:: Data for the task
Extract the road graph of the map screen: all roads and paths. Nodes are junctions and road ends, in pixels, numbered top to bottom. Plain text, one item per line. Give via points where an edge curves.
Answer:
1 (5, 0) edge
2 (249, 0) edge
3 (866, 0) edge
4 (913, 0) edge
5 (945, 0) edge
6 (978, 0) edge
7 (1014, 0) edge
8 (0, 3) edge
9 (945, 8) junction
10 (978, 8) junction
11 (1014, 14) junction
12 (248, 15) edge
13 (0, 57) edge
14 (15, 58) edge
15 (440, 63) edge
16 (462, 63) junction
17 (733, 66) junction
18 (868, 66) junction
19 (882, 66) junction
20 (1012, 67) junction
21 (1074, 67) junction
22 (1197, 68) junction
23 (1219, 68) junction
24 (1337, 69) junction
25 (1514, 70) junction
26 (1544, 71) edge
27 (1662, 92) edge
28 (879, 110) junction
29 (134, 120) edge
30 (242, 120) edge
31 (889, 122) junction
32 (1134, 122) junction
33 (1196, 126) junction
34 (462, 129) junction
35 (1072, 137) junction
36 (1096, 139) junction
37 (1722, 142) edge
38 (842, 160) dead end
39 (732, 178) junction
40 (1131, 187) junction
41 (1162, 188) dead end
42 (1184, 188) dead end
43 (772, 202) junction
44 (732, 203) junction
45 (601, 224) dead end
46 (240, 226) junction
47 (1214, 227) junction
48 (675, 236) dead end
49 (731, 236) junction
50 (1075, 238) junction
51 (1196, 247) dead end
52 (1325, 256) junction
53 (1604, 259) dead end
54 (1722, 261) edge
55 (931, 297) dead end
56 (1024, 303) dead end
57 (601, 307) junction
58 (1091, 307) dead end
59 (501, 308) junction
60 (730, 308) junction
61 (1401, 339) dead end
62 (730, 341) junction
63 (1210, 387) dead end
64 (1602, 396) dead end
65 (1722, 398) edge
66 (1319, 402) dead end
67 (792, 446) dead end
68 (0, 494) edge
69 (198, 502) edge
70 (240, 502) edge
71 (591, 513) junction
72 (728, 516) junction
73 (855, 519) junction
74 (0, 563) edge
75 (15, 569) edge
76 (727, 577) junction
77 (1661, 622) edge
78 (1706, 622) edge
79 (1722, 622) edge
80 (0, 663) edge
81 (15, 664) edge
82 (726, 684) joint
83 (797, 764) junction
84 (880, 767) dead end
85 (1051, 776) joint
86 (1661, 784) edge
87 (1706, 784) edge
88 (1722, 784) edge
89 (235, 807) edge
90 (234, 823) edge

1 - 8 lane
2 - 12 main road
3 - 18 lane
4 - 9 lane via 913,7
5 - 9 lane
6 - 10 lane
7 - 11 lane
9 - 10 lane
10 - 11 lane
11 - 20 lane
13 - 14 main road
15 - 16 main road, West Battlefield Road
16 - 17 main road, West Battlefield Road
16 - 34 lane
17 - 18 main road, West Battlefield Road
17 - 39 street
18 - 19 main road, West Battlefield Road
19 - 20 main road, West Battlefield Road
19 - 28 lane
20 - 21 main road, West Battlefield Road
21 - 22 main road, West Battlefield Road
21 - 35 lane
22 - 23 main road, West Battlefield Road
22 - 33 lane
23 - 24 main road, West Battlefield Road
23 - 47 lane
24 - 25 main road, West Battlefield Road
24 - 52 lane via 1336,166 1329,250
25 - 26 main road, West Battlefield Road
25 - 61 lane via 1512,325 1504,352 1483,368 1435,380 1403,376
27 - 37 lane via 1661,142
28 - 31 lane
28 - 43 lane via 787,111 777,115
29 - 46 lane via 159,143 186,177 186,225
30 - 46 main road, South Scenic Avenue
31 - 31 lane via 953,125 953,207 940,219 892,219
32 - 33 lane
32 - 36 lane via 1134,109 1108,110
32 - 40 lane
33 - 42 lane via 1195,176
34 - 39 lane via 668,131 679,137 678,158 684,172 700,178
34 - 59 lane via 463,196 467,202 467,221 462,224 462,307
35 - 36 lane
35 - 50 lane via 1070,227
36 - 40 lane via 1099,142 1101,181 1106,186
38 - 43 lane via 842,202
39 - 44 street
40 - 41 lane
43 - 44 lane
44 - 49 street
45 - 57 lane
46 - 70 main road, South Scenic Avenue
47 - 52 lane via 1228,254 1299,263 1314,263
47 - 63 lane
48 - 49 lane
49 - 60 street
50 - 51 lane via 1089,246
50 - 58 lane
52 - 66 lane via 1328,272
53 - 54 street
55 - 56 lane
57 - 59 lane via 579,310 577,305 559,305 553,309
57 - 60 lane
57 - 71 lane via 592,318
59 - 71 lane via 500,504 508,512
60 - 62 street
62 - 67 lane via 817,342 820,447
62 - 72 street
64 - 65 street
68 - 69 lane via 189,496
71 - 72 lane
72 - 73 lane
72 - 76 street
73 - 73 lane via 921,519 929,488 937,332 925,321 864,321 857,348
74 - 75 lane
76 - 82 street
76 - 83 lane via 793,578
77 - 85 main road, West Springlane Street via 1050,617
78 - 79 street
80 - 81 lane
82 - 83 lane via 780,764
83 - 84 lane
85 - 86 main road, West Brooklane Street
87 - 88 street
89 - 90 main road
::::
- What is required: Reproduce the data shown above exactly, including every line.

- Answer below:
Extract the road graph of the map screen: all roads and paths. Nodes are junctions and road ends, in pixels, numbered top to bottom. Plain text, one item per line. Give via points where an edge curves.
Answer:
1 (5, 0) edge
2 (249, 0) edge
3 (866, 0) edge
4 (913, 0) edge
5 (945, 0) edge
6 (978, 0) edge
7 (1014, 0) edge
8 (0, 3) edge
9 (945, 8) junction
10 (978, 8) junction
11 (1014, 14) junction
12 (248, 15) edge
13 (0, 57) edge
14 (15, 58) edge
15 (440, 63) edge
16 (462, 63) junction
17 (733, 66) junction
18 (868, 66) junction
19 (882, 66) junction
20 (1012, 67) junction
21 (1074, 67) junction
22 (1197, 68) junction
23 (1219, 68) junction
24 (1337, 69) junction
25 (1514, 70) junction
26 (1544, 71) edge
27 (1662, 92) edge
28 (879, 110) junction
29 (134, 120) edge
30 (242, 120) edge
31 (889, 122) junction
32 (1134, 122) junction
33 (1196, 126) junction
34 (462, 129) junction
35 (1072, 137) junction
36 (1096, 139) junction
37 (1722, 142) edge
38 (842, 160) dead end
39 (732, 178) junction
40 (1131, 187) junction
41 (1162, 188) dead end
42 (1184, 188) dead end
43 (772, 202) junction
44 (732, 203) junction
45 (601, 224) dead end
46 (240, 226) junction
47 (1214, 227) junction
48 (675, 236) dead end
49 (731, 236) junction
50 (1075, 238) junction
51 (1196, 247) dead end
52 (1325, 256) junction
53 (1604, 259) dead end
54 (1722, 261) edge
55 (931, 297) dead end
56 (1024, 303) dead end
57 (601, 307) junction
58 (1091, 307) dead end
59 (501, 308) junction
60 (730, 308) junction
61 (1401, 339) dead end
62 (730, 341) junction
63 (1210, 387) dead end
64 (1602, 396) dead end
65 (1722, 398) edge
66 (1319, 402) dead end
67 (792, 446) dead end
68 (0, 494) edge
69 (198, 502) edge
70 (240, 502) edge
71 (591, 513) junction
72 (728, 516) junction
73 (855, 519) junction
74 (0, 563) edge
75 (15, 569) edge
76 (727, 577) junction
77 (1661, 622) edge
78 (1706, 622) edge
79 (1722, 622) edge
80 (0, 663) edge
81 (15, 664) edge
82 (726, 684) joint
83 (797, 764) junction
84 (880, 767) dead end
85 (1051, 776) joint
86 (1661, 784) edge
87 (1706, 784) edge
88 (1722, 784) edge
89 (235, 807) edge
90 (234, 823) edge

1 - 8 lane
2 - 12 main road
3 - 18 lane
4 - 9 lane via 913,7
5 - 9 lane
6 - 10 lane
7 - 11 lane
9 - 10 lane
10 - 11 lane
11 - 20 lane
13 - 14 main road
15 - 16 main road, West Battlefield Road
16 - 17 main road, West Battlefield Road
16 - 34 lane
17 - 18 main road, West Battlefield Road
17 - 39 street
18 - 19 main road, West Battlefield Road
19 - 20 main road, West Battlefield Road
19 - 28 lane
20 - 21 main road, West Battlefield Road
21 - 22 main road, West Battlefield Road
21 - 35 lane
22 - 23 main road, West Battlefield Road
22 - 33 lane
23 - 24 main road, West Battlefield Road
23 - 47 lane
24 - 25 main road, West Battlefield Road
24 - 52 lane via 1336,166 1329,250
25 - 26 main road, West Battlefield Road
25 - 61 lane via 1512,325 1504,352 1483,368 1435,380 1403,376
27 - 37 lane via 1661,142
28 - 31 lane
28 - 43 lane via 787,111 777,115
29 - 46 lane via 159,143 186,177 186,225
30 - 46 main road, South Scenic Avenue
31 - 31 lane via 953,125 953,207 940,219 892,219
32 - 33 lane
32 - 36 lane via 1134,109 1108,110
32 - 40 lane
33 - 42 lane via 1195,176
34 - 39 lane via 668,131 679,137 678,158 684,172 700,178
34 - 59 lane via 463,196 467,202 467,221 462,224 462,307
35 - 36 lane
35 - 50 lane via 1070,227
36 - 40 lane via 1099,142 1101,181 1106,186
38 - 43 lane via 842,202
39 - 44 street
40 - 41 lane
43 - 44 lane
44 - 49 street
45 - 57 lane
46 - 70 main road, South Scenic Avenue
47 - 52 lane via 1228,254 1299,263 1314,263
47 - 63 lane
48 - 49 lane
49 - 60 street
50 - 51 lane via 1089,246
50 - 58 lane
52 - 66 lane via 1328,272
53 - 54 street
55 - 56 lane
57 - 59 lane via 579,310 577,305 559,305 553,309
57 - 60 lane
57 - 71 lane via 592,318
59 - 71 lane via 500,504 508,512
60 - 62 street
62 - 67 lane via 817,342 820,447
62 - 72 street
64 - 65 street
68 - 69 lane via 189,496
71 - 72 lane
72 - 73 lane
72 - 76 street
73 - 73 lane via 921,519 929,488 937,332 925,321 864,321 857,348
74 - 75 lane
76 - 82 street
76 - 83 lane via 793,578
77 - 85 main road, West Springlane Street via 1050,617
78 - 79 street
80 - 81 lane
82 - 83 lane via 780,764
83 - 84 lane
85 - 86 main road, West Brooklane Street
87 - 88 street
89 - 90 main road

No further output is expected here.